Niveles técnicos: la resistencia de los 4.100 dólares marca el terreno
Desde el punto de vista técnico, el oro se mueve en un rango relativamente estrecho, sin lograr consolidar una tendencia definida. Los 4.100 dólares se han convertido en la resistencia clave a corto plazo: solo una recuperación sostenida por encima de ese nivel abriría la puerta a un impulso alcista más firme, con el máximo del 7 de julio, en torno a 4.200 dólares, como siguiente objetivo. A la baja, el soporte inmediato se ubica en la zona de 4.020 dólares, seguido por la referencia psicológica de los 4.000 dólares, un nivel disputado repetidamente por compradores y vendedores en las últimas semanas. Una pérdida de este soporte podría llevar al oro hacia los mínimos de finales de octubre de 2025, cercanos a 3.885 dólares, y en un escenario de deterioro más pronunciado, abrir espacio para un retroceso adicional hacia los 3.500 dólares. En el plano de los indicadores, el Índice de Fuerza Relativa diario muestra una divergencia alcista al situarse en la zona neutral de 40, mientras que el MACD permanece en territorio positivo, aunque en niveles que sugieren que el impulso comprador todavía es frágil.

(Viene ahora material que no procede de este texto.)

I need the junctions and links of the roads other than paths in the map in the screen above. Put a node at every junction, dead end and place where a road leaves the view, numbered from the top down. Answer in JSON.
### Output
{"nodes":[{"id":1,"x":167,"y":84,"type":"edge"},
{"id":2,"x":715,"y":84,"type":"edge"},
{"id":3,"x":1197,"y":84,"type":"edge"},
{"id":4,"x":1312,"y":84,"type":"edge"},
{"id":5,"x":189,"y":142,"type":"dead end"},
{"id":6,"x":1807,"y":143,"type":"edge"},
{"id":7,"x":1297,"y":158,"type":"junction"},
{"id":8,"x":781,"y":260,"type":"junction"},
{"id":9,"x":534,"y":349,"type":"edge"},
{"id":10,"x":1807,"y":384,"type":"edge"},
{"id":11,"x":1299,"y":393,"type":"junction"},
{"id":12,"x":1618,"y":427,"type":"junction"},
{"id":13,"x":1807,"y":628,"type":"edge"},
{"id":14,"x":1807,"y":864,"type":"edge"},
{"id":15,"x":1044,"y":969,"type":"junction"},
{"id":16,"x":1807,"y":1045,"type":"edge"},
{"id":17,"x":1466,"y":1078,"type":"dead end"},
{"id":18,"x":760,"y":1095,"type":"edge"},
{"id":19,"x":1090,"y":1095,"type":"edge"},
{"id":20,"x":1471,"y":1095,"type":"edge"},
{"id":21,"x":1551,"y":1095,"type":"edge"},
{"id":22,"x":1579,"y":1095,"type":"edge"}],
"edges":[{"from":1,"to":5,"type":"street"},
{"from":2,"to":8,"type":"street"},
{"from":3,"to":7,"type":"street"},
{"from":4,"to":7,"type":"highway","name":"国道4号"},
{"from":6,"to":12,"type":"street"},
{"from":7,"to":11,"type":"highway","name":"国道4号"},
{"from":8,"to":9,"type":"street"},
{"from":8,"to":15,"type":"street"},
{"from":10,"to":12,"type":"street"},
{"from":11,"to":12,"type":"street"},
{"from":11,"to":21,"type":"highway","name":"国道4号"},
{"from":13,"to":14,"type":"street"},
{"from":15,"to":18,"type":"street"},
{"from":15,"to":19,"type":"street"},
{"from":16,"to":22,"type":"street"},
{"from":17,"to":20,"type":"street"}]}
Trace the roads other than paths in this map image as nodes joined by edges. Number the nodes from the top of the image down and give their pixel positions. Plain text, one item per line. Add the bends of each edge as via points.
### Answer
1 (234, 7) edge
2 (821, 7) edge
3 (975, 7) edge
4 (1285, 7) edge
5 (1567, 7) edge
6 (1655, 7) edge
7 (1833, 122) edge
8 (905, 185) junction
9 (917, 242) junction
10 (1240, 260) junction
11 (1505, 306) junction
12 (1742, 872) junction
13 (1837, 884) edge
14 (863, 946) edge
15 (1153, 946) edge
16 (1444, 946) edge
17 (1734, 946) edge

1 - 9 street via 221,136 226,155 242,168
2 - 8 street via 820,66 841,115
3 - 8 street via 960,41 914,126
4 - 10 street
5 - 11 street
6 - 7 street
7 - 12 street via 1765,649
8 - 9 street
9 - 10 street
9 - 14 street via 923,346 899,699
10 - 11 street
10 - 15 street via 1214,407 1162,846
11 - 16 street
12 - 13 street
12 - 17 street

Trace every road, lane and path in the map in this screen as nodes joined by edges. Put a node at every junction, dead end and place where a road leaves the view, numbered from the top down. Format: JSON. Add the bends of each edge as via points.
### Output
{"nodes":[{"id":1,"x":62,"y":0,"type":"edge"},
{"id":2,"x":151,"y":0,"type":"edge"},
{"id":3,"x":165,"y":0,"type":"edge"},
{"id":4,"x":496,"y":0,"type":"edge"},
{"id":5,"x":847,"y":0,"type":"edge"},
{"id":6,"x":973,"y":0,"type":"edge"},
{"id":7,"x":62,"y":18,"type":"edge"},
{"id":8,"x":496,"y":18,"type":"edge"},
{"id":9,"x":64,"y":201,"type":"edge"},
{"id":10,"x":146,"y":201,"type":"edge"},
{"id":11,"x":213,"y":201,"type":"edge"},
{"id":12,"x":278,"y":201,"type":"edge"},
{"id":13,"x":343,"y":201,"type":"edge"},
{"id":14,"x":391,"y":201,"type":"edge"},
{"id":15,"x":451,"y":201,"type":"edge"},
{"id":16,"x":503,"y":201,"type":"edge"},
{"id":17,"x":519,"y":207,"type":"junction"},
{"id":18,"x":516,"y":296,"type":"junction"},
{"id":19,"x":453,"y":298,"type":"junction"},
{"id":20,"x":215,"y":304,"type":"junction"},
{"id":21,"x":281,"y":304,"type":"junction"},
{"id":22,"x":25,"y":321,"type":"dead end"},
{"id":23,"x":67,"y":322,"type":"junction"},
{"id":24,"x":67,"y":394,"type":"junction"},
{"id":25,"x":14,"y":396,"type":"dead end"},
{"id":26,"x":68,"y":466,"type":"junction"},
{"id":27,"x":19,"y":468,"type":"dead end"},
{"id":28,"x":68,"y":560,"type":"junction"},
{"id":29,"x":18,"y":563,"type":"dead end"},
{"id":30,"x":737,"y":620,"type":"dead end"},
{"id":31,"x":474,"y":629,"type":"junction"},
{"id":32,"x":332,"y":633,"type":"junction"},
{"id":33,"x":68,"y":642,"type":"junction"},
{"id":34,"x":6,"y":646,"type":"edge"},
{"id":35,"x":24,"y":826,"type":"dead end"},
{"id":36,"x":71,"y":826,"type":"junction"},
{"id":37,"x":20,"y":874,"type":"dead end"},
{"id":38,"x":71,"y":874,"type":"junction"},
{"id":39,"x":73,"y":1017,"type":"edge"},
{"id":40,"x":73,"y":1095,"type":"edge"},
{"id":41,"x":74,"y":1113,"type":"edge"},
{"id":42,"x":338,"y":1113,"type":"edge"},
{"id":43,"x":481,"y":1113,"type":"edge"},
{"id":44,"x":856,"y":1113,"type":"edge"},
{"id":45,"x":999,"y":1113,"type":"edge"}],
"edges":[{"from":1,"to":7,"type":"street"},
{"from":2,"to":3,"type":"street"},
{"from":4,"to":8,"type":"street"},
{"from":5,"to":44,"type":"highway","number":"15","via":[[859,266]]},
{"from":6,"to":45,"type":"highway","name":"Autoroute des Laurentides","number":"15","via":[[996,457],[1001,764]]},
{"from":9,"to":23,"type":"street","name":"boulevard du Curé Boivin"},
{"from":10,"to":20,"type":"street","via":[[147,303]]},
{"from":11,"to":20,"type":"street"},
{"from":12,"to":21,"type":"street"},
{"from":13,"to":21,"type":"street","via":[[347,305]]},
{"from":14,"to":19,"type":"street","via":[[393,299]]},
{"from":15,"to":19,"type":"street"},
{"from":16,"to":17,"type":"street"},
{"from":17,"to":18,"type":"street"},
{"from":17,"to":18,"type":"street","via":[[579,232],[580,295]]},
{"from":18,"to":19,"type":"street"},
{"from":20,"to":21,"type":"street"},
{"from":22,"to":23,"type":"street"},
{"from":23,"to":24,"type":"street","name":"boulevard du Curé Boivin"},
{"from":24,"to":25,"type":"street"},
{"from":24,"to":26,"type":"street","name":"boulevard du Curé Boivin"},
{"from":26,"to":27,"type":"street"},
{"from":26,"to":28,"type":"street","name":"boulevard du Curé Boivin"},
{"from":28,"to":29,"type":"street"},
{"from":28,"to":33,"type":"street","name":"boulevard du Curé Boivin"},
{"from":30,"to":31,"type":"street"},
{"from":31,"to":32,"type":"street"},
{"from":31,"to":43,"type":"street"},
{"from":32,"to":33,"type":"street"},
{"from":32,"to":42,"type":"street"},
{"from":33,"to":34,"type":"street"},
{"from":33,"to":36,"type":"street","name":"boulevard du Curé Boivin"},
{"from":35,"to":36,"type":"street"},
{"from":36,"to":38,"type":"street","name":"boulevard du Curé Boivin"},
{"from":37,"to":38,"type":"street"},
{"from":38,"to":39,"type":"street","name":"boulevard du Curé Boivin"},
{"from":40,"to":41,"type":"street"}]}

El resto de los metales preciosos, con comportamiento dispar
El movimiento del oro no fue uniforme dentro del complejo de metales preciosos. La plata al contado retrocedía un 0,5%, hasta 58,314 dólares por onza, en línea con la tendencia bajista del oro. En cambio, el platino avanzaba un 0,2%, hasta 1.634,36 dólares, y el paladio sumaba un 0,8%, hasta 1.315,05 dólares, tras haberse disparado un 5% en la sesión anterior. Esta divergencia sugiere que el retroceso del oro responde más a factores macroeconómicos específicos, ligados a la política monetaria y al costo de oportunidad, que a una salida generalizada de capitales del segmento de metales preciosos.
Un mercado atrapado entre el alivio inflacionario y el riesgo geopolítico
El comportamiento del oro en las últimas horas ilustra la dificultad del mercado para procesar señales contradictorias. Por un lado, la desaceleración de la inflación estadounidense debilitó al dólar y redujo la probabilidad de una política monetaria más restrictiva, un escenario tradicionalmente favorable para el metal. Por otro, la escalada militar entre Estados Unidos e Irán y el consiguiente repunte del petróleo reintrodujeron el riesgo de una inflación importada a través de los costos energéticos, lo que a su vez alimenta las expectativas de que la Reserva Federal mantenga una postura cautelosa. Mientras ambas fuerzas continúen equilibradas, es probable que el oro siga oscilando dentro del rango que se ha formado entre los 4.000 y los 4.100 dólares, a la espera de una señal más definitiva, ya sea un giro claro en el conflicto de Oriente Medio o una comunicación más contundente por parte de la Reserva Federal sobre el rumbo de las tasas de interés.